Gabriel hizo un corte en el ángulo superior de la rama y el tronco, para que de esta forma, con el peso de la gravedad, cayera verticalmente. Pero por un error ajeno a la voluntad, ya sea por mero descuido por parte de mi padre o la incertidumbre de la naturaleza, la punta de la rama se atoró con otras del árbol de al lado, lo que provocó que la pequeña incisión del tronco venciera y saliera catapultada la rama hacia donde se encontraba mi papá. Ahora, él tenía dos opciones: sostener la escalera para que Gabriel no corriera tanto peligro, a pesar de estar amarrada sobre el tronco, o huir despavorido para no ser aplastado por esta. Optó por la última. Esa fue la última vez que Gabriel se subió a un árbol, ya que le contó a su esposa la misma historia, en una versión corregida y agregada, sobre cómo él, en la seguridad de una escalera, fue sacudido por el rebote de la rama. La pobre, llena de miedo y cólera, le prohibió subirse a otro árbol en su vida; no quiero ni imaginarme las amenazas que le lanzó si lo volvía a hacer. La escalera terminó abollada e inutilizable por el impacto, pero la única tragedia que sufrió Gabriel fue el casi mojar sus pantalones.

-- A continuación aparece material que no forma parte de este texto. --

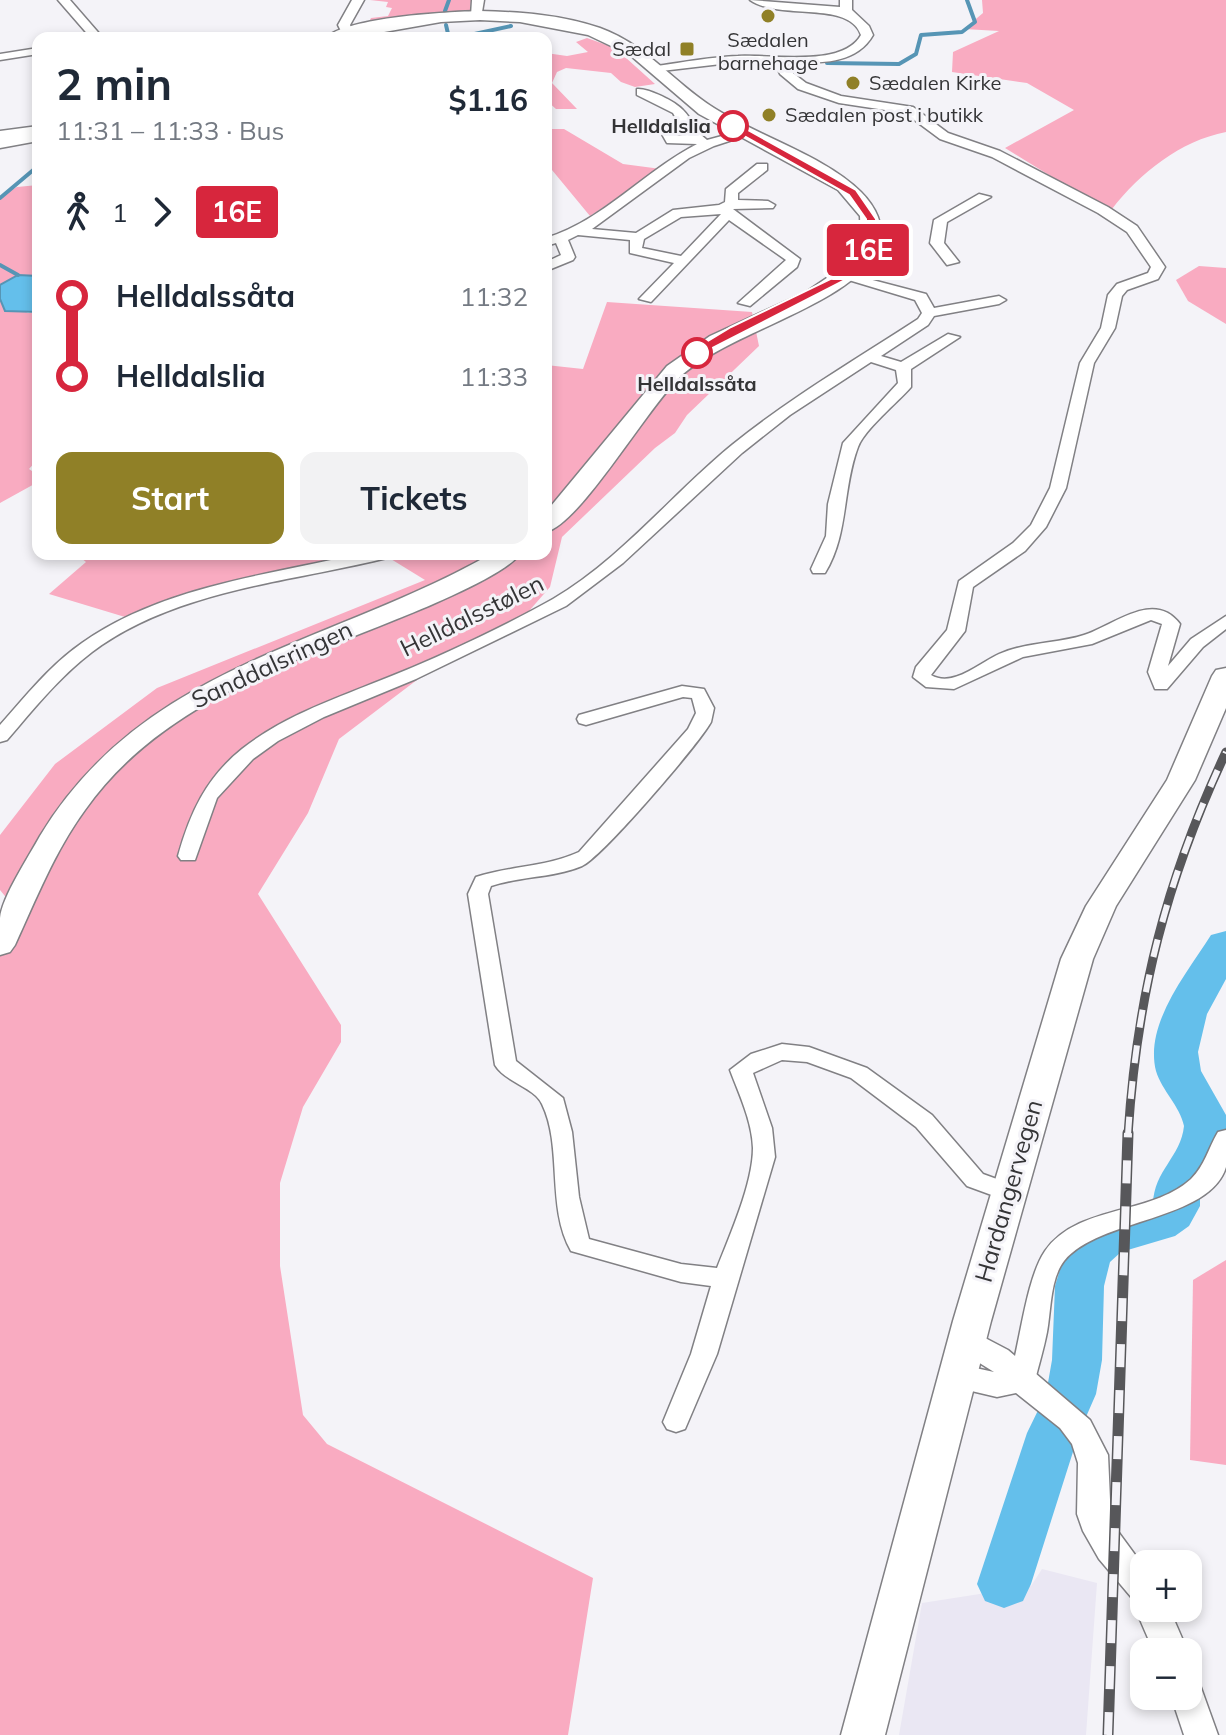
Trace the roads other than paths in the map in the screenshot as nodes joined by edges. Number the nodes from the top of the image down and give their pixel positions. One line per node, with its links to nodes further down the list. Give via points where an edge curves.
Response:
1 (64, 0): 6 (street)
2 (358, 0): 7 (street)
3 (756, 0): 4 (street, via 778,8)
4 (846, 6): 11 (street, via 865,28 861,46 834,56)
5 (477, 8): 8 (main road); 12 (main road, via 585,30 626,45)
6 (92, 32)
7 (341, 32)
8 (356, 32)
9 (32, 52): 10 (street)
10 (0, 57)
11 (780, 59): 12 (street, via 742,58); 45 (street, via 784,72 819,94 909,110 944,136 996,154 1103,210 1132,229 1158,267 1153,276 1122,287 1115,295 1108,328 1089,356 1058,488 1038,527 965,585 956,631 922,677 950,685 1008,656 1087,640 1141,615 1155,614 1171,624 1157,672 1161,685 1197,643)
12 (657, 70): 15 (main road, via 691,101)
13 (641, 92): 19 (street, via 678,111)
14 (32, 133): 16 (street)
15 (748, 133): 19 (street); 33 (main road, via 831,178 862,202 871,219 872,238)
16 (0, 135)
17 (32, 135): 20 (main road)
18 (669, 140): 19 (street)
19 (700, 142): 25 (street)
20 (0, 143)
21 (762, 167): 24 (street, via 731,192)
22 (984, 197): 28 (street, via 946,216)
23 (768, 205): 24 (street)
24 (728, 208): 26 (street, via 678,213); 30 (street); 36 (street, via 793,259)
25 (575, 231): 26 (street); 27 (street)
26 (638, 237): 30 (street, via 635,250)
27 (553, 240): 32 (street, via 568,257)
28 (936, 240): 29 (street); 31 (street)
29 (917, 246)
30 (684, 261): 34 (street)
31 (952, 262)
32 (552, 264)
33 (847, 275): 37 (street, via 921,297); 41 (main road, via 719,338 669,374 641,403 578,494)
34 (646, 299)
35 (999, 300): 37 (street, Helldalsstølen)
36 (745, 303)
37 (929, 313): 39 (street, Helldalsstølen)
38 (953, 337): 40 (street)
39 (870, 357): 40 (street); 49 (street, Helldalsstølen, via 736,450 617,559 560,602 410,675 317,713 246,755 209,796)
40 (903, 367): 44 (street, via 903,389 851,443 834,536)
41 (552, 519)
42 (346, 560): 48 (street, via 135,620 76,658)
43 (497, 560): 50 (main road, Sanddalsringen, via 446,589 228,680 138,737 73,805)
44 (819, 569)
45 (1226, 621)
46 (1226, 676): 52 (main road, Hardangervegen, via 1181,780 1101,906 1077,959)
47 (586, 719): 53 (street, via 682,691 698,693 706,718 586,856 565,868 483,882 478,894 506,1065 552,1098 579,1245 681,1273)
48 (1, 734)
49 (188, 856)
50 (0, 945)
51 (1226, 1138): 56 (street, via 1211,1173 1134,1217 1091,1229 1067,1242 1054,1257 1044,1278)
52 (1008, 1192): 53 (street, via 975,1180 924,1121 859,1073 809,1055 782,1052 741,1070 765,1151 736,1257); 54 (main road, Hardangervegen)
53 (725, 1278): 57 (street, via 704,1354)
54 (968, 1341): 55 (main road, Hardangervegen); 56 (street, via 1014,1368)
55 (957, 1376): 56 (street); 60 (main road, Hardangervegen)
56 (1032, 1388): 58 (street, via 1075,1422 1085,1437 1095,1471 1094,1519)
57 (676, 1422)
58 (1130, 1573)
59 (1193, 1710): 61 (street)
60 (863, 1735)
61 (1201, 1735)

En su pálido rostro carga el peso de los años de trabajo y servicio ante la Compañía de Jesús, de la cual fue miembro durante gran parte de su vida. Ahora ya es un hombre de edad avanzada que ve al mundo con esos ojos azulados y con un cariño incomparable. Son pocas las personas que se le equiparan en grandeza amorosa; fácil podría dar todo su dinero con el fin de alimentar a todos los desvalidos del planeta, y así dar su cuerpo y alma para salvarlos, a cada uno de ellos.
Es un hombre lleno de sentimiento y emociones, de los que se angustian con la desgracia ajena ―incluso con la de las películas―. Ha llorado frente a mí veces contadas con los dedos de una mano. La primera fue en el funeral de su padre. Estábamos frente a su ataúd, mi abuelo tenía un traje gris y una corbata de un tono más oscuro que destacaba en su camisa blanca. En mi ignorancia de infante, lo señalé frente a mi familia; mi mamá me explicó, pacientemente, que no debía de hacer notoria la presencia de lágrimas de tristeza. La segunda, fue mientras se comía un bistec en la cocina. No tenía un aderezo especial ni mucho menos era una carne carísima; simplemente le había llegado el sentimiento, dando mordiscos y tomando vino, rodeado de su familia. La tercera y última fue en el teatro, era la primera vez que iba con él. Estábamos en los asientos de la luneta, y la Orquesta Filarmónica de Jalisco había estado tocando una serie de ciclos de Beethoven, y esa mañana de domingo, comenzaron con el Allegro Vivace de la Octava Sinfonía. Ahí se pueden apreciar sus tres grandes amores: la familia, la comida y la música.
A pesar de todo, mi padre es la única persona que se maravilla por el reflejo del sol de no más de un metro de amplitud sobre el techo de madera en todas las mañanas de domingo.
Años después, en una noche con una ventisca que parecía más un castigo divino, otra de las ramas del saucillo cayó sobre la barda del vecino, destruyéndola por completo. De no haber sido por la cobardía de Gabriel, esa barda estaría intacta hoy en día.